Collection entries:
========
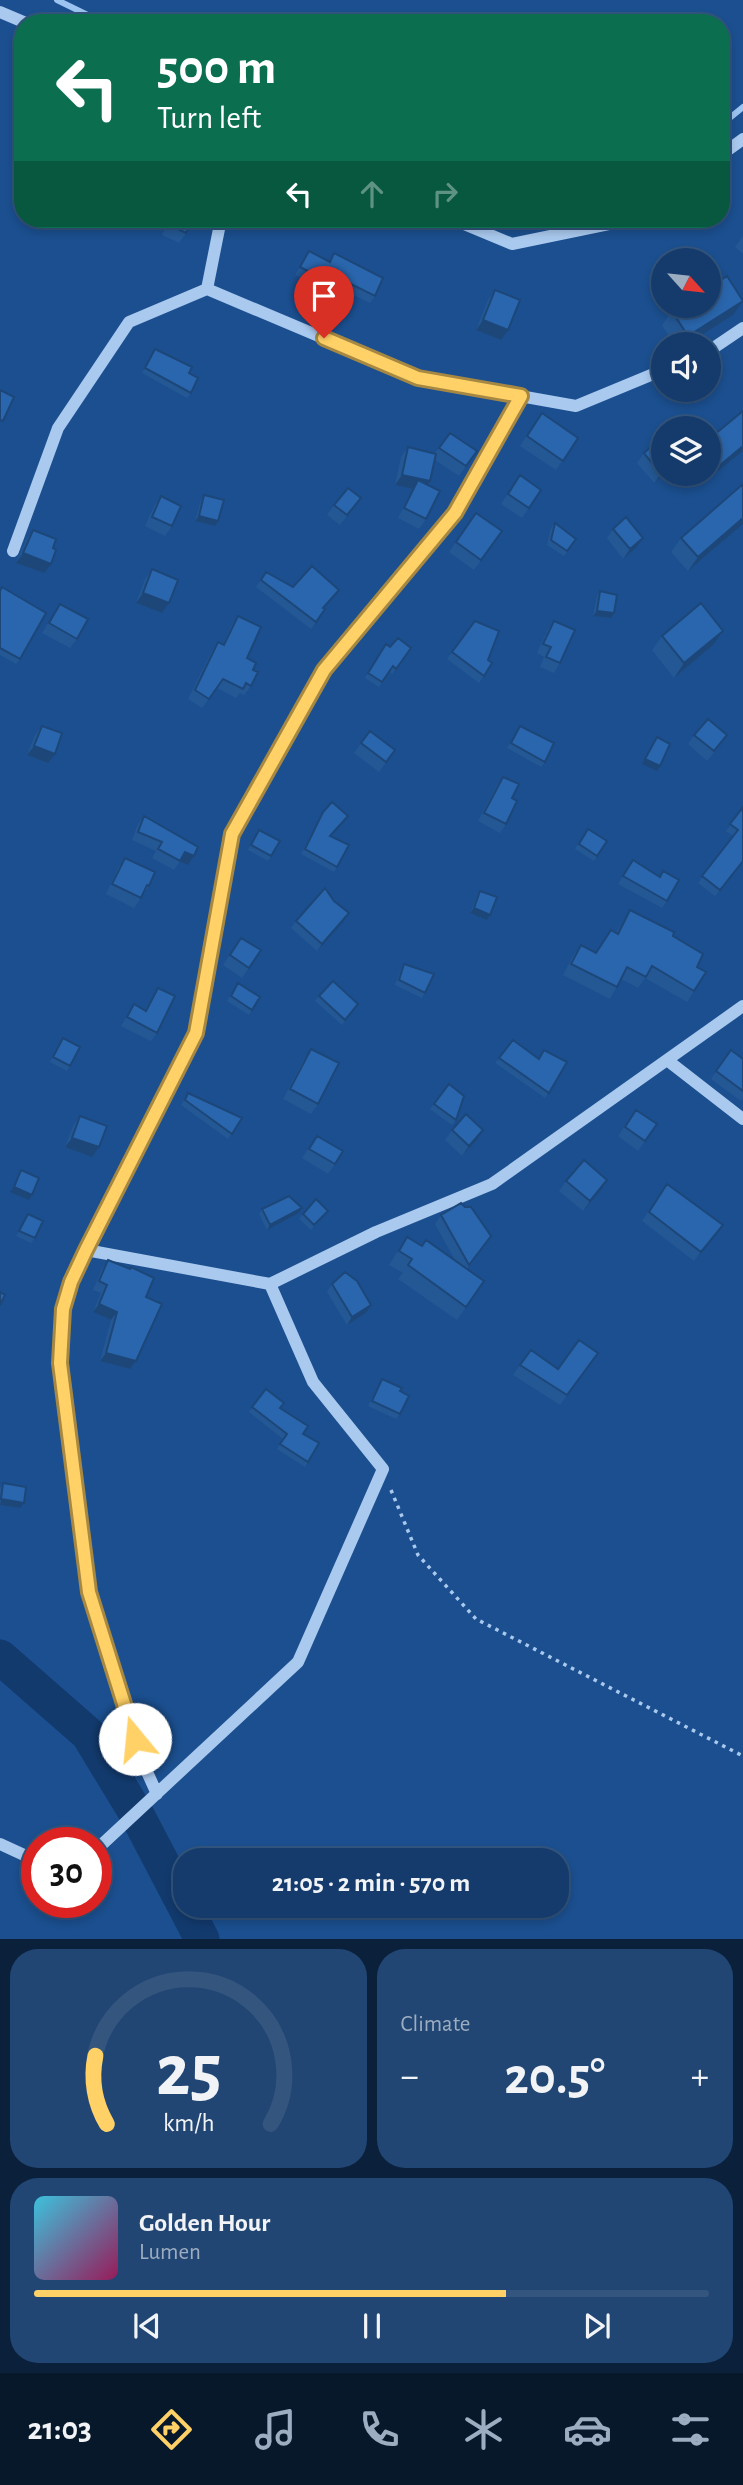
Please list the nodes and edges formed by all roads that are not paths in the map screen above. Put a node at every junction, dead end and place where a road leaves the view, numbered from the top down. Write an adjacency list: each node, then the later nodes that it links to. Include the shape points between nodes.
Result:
1 (219, 228): 4 (street)
2 (474, 228): 3 (street, via 512,244)
3 (590, 228)
4 (207, 289): 8 (street, via 418,378); 9 (street, via 129,322 58,428)
5 (743, 328): 6 (street)
6 (721, 343)
7 (651, 375): 8 (street, via 576,406)
8 (521, 396): 13 (street, via 455,513 324,670 232,834 196,1033)
9 (13, 551)
10 (743, 1006): 11 (street)
11 (667, 1060): 12 (street); 14 (street, via 492,1184 376,1232)
12 (743, 1119)
13 (86, 1250): 14 (street); 15 (street, via 63,1309 60,1363 89,1592)
14 (270, 1284): 15 (street, via 313,1382 383,1469 298,1662)
15 (157, 1794): 16 (street)
16 (112, 1835)
17 (0, 1844): 18 (street)
18 (21, 1854)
========
The answer should consist of all the records, duplicated exactly, with no images included.

PROBLEM SOLUTION:
Please list the nodes and edges formed by all roads that are not paths in the map screen above. Put a node at every junction, dead end and place where a road leaves the view, numbered from the top down. Write an adjacency list: each node, then the later nodes that it links to. Include the shape points between nodes.
Result:
1 (219, 228): 4 (street)
2 (474, 228): 3 (street, via 512,244)
3 (590, 228)
4 (207, 289): 8 (street, via 418,378); 9 (street, via 129,322 58,428)
5 (743, 328): 6 (street)
6 (721, 343)
7 (651, 375): 8 (street, via 576,406)
8 (521, 396): 13 (street, via 455,513 324,670 232,834 196,1033)
9 (13, 551)
10 (743, 1006): 11 (street)
11 (667, 1060): 12 (street); 14 (street, via 492,1184 376,1232)
12 (743, 1119)
13 (86, 1250): 14 (street); 15 (street, via 63,1309 60,1363 89,1592)
14 (270, 1284): 15 (street, via 313,1382 383,1469 298,1662)
15 (157, 1794): 16 (street)
16 (112, 1835)
17 (0, 1844): 18 (street)
18 (21, 1854)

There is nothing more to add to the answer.